SQS Lambda Integration - Lambda does not process the queue message - amazon-web-services

Currently I'm using SQS - Lambda integration
The concurrency for Lambda is available. SQS batch is set to 1 record, 0 delay.
Visibility timeout for SQS is 15 Minutes, Lambda max exec time is 15 Minutes
I would notice that sometimes SQS Messages are stuck in-flight without being processed by any Lambda at all ( They fall into the dead letter queue after 15 minutes, CloudWatch show no Lambda being invoked with the message )
Has anyone faced the same issue?
I run Lambda inside VPC, if that matters

The Lambda backend polls SQS on your behalf and invokes a Lambda function if a message is returned. If the invocation succeeds the message will be deleted if however the function fails the message will be returned to the queue (or DLQ depending on your redrive policy) after the visibility timeout has expired. Check this blog post.
Check if you can see any error metrics for the function in Cloudwatch. Your Lambda function might be failing before it gets a chance to run any code. When this happens there's an error metric but no invocation metric/logs and it's most likely due to an incorrect permission.

Related

AWS lambda with SQS trigger keeps retrying and putting job back in the queue

I have a lambda function with SQS as its trigger. when lambda executes, either it throws an error or not. it will put the job back in the queue and creates a loop and you know about the AWS bill for sure :)
should I return something in lambda function to let SQS know that I got the message(done the job)? how should I ack the message? as far as I know we don't have ack and nack in SQS.
Is there any option in the SQS configuration to only retry N time if any job fails?
For standard uses cases you do not have to actively manage success-failure communication between lambda and SQS. If the lambda returns without error within the timeout period, SQS will know the message was successfully processed. If the function returns an error, then SQS will retry a configurable number of times and finally direct still-failing messages to a Dead Letter Queue (if configured).
Docs: Amazon SQS supports dead-letter queues, which other queues (source queues) can target for messages that can't be processed (consumed) successfully.
Important: Add your DLQ to the SQS queue, not the Lambda. Lambda DLQs are a way to handle errors for async (event-driven) invocation.

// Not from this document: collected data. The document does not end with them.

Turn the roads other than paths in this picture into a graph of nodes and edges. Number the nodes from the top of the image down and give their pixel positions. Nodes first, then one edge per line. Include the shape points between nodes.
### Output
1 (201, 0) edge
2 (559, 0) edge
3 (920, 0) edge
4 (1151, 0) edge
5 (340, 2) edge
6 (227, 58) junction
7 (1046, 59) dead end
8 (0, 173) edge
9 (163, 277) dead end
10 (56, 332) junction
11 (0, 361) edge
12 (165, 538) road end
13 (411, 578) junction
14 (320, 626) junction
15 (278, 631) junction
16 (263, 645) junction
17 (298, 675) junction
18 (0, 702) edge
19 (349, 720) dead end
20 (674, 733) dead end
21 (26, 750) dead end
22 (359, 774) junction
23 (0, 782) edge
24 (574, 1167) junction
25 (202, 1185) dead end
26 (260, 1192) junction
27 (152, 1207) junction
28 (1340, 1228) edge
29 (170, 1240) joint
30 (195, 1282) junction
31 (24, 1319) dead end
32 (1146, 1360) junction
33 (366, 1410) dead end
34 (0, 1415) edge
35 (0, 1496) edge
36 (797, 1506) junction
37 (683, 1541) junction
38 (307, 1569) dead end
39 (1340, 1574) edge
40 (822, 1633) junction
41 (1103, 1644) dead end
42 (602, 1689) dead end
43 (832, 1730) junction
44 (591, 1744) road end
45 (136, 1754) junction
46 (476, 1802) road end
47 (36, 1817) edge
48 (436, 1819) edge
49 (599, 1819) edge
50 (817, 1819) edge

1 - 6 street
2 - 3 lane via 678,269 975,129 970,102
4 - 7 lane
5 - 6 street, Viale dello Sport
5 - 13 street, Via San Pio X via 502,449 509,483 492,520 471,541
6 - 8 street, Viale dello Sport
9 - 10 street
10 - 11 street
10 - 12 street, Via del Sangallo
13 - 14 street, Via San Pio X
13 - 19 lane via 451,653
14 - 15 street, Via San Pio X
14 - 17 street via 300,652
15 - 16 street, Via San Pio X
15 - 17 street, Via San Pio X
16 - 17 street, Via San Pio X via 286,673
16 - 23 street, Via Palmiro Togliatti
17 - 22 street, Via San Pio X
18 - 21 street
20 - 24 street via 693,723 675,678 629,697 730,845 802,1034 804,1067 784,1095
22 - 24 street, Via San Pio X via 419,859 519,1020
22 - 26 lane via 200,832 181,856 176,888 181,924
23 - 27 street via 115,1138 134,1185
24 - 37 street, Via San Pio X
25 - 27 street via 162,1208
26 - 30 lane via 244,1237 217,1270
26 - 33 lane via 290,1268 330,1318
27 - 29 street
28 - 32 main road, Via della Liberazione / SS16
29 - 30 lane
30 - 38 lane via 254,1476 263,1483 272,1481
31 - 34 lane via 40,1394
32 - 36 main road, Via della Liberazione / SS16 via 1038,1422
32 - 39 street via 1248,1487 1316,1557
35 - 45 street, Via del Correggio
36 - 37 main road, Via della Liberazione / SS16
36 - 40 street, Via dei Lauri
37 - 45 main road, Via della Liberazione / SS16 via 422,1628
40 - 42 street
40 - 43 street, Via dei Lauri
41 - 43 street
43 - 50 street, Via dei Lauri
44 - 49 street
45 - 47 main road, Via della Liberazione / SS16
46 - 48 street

AWS SQS messages stuck in flight when using Lambda triggers

I have configured a queue with a DLQ with maximum receives value to 5.
The lambda was configured to pool 1000 messages in a 30 seconds batch window.
Whenever the lambda processor receives an invalid messages, it will throw an error
and I assumed the messages will eventually moved to DLQ when it reaches the receive count >= 5. But the messages are stuck in flight. And it seems the lambda processor wont retry those messages. Should I update the visibility timeout or any message attributes in the lambda processor just to make those messages visible again, retried and eventually moved to the DLQ?
If the SQS Queue is KMS encrypted. Make sure that the Lambda IAM role has permissions to decrypt the KMS key.

Failed events not sent to Dead letter queue?

I have set up a dead letter queue in AWS Lambda configuration, to handle failed events. But when I tried sending an erroneous record (of size ~1KB), it is not getting sent to DLQ.
Below are the Steps I followed:-
Sent invalid record from aws cli to kinesis stream.
Lambda function polled the record from stream and tried processing. And it resulted into failure due to malformed input.
Checked Lambda function cloud watch logs to confirm that processing has resulted into error.
Checked dead letter errors number in Lambda's cloud watch log but it is still 0. Also verified DLQ through AWS Console, where available messages is still 0.
Configurations in AWS Lambda for asynchronous invocation:
Max age of event = 1 min,
Retry attempts = 1
Configuration of DLQ:
Delivery Delay: 0 seconds
Default Visibility Timeout: 30 seconds,
Maximum Message Size: 256 KB
Can someone explain what could be the possible reason for error messages not available in SQS?
Note : Lambda has required permissions to perform all operations on SQS. And there is no other consumer of SQS.
Lambda reads data from Kinesis synchronously.
DLQ is used only for asynchronous invocations of Lambda.
This all depends on the response you are returning from the function. If the response is a failure with proper error code it will definitely get pushed in DLQ.
can you remove the DLQ configuration and then check if the message appearing in the SQS after the visibility time.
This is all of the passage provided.